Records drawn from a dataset
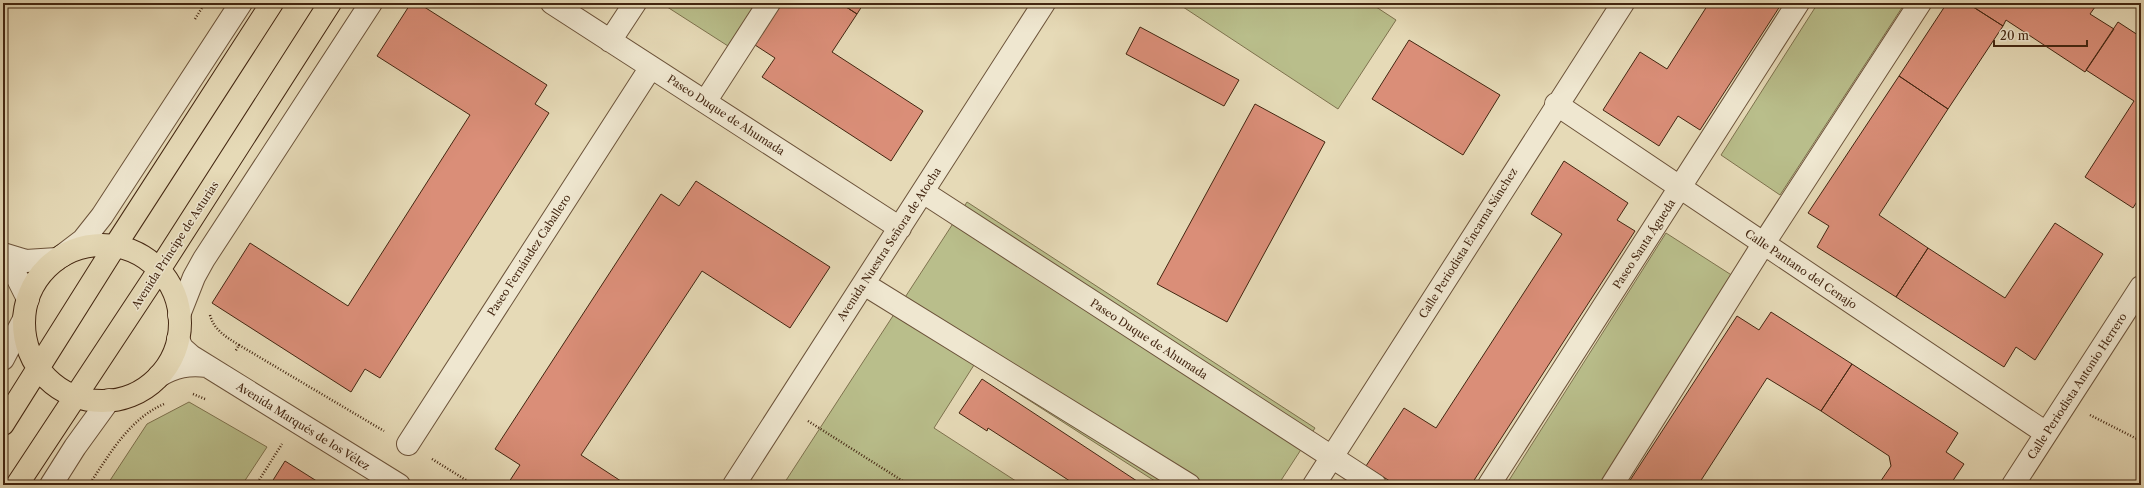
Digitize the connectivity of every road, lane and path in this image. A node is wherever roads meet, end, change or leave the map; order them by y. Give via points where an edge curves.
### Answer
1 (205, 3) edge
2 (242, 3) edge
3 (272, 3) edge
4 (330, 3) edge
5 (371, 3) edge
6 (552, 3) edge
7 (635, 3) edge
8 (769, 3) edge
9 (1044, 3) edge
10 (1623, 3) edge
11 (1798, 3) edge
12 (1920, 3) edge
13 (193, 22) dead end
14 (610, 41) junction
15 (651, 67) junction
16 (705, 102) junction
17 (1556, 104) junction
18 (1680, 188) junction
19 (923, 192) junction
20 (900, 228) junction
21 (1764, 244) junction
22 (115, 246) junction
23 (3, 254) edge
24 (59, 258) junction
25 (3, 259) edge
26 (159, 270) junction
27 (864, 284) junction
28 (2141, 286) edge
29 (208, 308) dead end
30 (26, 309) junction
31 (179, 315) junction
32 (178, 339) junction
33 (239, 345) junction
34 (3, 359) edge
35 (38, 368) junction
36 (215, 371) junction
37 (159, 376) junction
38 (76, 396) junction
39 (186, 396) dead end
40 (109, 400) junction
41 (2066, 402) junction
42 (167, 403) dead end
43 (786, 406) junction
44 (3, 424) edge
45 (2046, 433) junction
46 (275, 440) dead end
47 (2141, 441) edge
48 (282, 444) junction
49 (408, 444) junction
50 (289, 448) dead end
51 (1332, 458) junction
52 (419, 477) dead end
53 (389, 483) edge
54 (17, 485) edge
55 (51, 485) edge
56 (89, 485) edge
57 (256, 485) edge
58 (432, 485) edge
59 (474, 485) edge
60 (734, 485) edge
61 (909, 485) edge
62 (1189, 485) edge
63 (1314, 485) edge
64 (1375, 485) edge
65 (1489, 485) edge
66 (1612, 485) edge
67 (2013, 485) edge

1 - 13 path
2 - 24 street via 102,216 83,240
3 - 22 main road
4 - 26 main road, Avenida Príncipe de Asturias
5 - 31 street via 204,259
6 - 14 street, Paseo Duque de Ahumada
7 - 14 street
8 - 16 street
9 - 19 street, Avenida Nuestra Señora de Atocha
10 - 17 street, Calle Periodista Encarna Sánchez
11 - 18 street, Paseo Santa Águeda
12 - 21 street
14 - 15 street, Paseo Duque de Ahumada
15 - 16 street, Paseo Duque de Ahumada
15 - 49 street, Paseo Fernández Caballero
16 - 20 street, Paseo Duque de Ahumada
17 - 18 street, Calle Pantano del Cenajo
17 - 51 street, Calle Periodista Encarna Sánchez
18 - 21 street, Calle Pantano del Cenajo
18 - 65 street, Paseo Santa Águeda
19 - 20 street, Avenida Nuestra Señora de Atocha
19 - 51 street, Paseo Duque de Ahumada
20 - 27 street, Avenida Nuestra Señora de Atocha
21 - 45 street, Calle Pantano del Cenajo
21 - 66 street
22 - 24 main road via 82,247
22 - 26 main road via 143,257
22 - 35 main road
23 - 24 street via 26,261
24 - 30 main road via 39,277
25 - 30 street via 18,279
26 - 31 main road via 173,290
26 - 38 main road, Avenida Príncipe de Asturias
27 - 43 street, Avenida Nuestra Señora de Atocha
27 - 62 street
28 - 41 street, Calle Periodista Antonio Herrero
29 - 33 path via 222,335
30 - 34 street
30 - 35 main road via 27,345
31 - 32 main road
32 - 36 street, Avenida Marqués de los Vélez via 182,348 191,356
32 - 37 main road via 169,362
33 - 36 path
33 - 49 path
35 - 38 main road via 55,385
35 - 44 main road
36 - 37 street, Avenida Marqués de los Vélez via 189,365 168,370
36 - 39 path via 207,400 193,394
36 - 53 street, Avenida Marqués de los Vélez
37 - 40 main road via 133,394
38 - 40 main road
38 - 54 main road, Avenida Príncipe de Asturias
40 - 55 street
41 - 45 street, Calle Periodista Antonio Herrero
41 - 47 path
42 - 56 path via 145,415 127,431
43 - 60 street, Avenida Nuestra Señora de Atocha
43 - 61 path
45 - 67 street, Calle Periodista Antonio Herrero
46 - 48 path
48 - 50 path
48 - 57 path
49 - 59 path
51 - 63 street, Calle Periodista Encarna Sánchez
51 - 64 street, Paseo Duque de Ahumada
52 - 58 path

---

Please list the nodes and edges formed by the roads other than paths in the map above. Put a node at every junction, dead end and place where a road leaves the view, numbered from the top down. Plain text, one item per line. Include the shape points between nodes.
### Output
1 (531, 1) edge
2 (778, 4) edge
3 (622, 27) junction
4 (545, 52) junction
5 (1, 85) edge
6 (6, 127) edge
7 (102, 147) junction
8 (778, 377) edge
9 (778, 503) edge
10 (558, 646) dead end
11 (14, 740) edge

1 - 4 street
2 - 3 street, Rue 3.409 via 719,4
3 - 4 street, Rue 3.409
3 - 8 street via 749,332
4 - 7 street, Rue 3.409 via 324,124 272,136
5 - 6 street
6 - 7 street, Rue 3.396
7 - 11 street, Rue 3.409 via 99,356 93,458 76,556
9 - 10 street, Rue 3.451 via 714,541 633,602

* _Task objective_:
In the entries above, find each line with "every" and list it.

* _Exercise solution_:
Digitize the connectivity of every road, lane and path in this image. A node is wherever roads meet, end, change or leave the map; order them by y. Give via points where an edge curves.
Please list the nodes and edges formed by the roads other than paths in the map above. Put a node at every junction, dead end and place where a road leaves the view, numbered from the top down. Plain text, one item per line. Include the shape points between nodes.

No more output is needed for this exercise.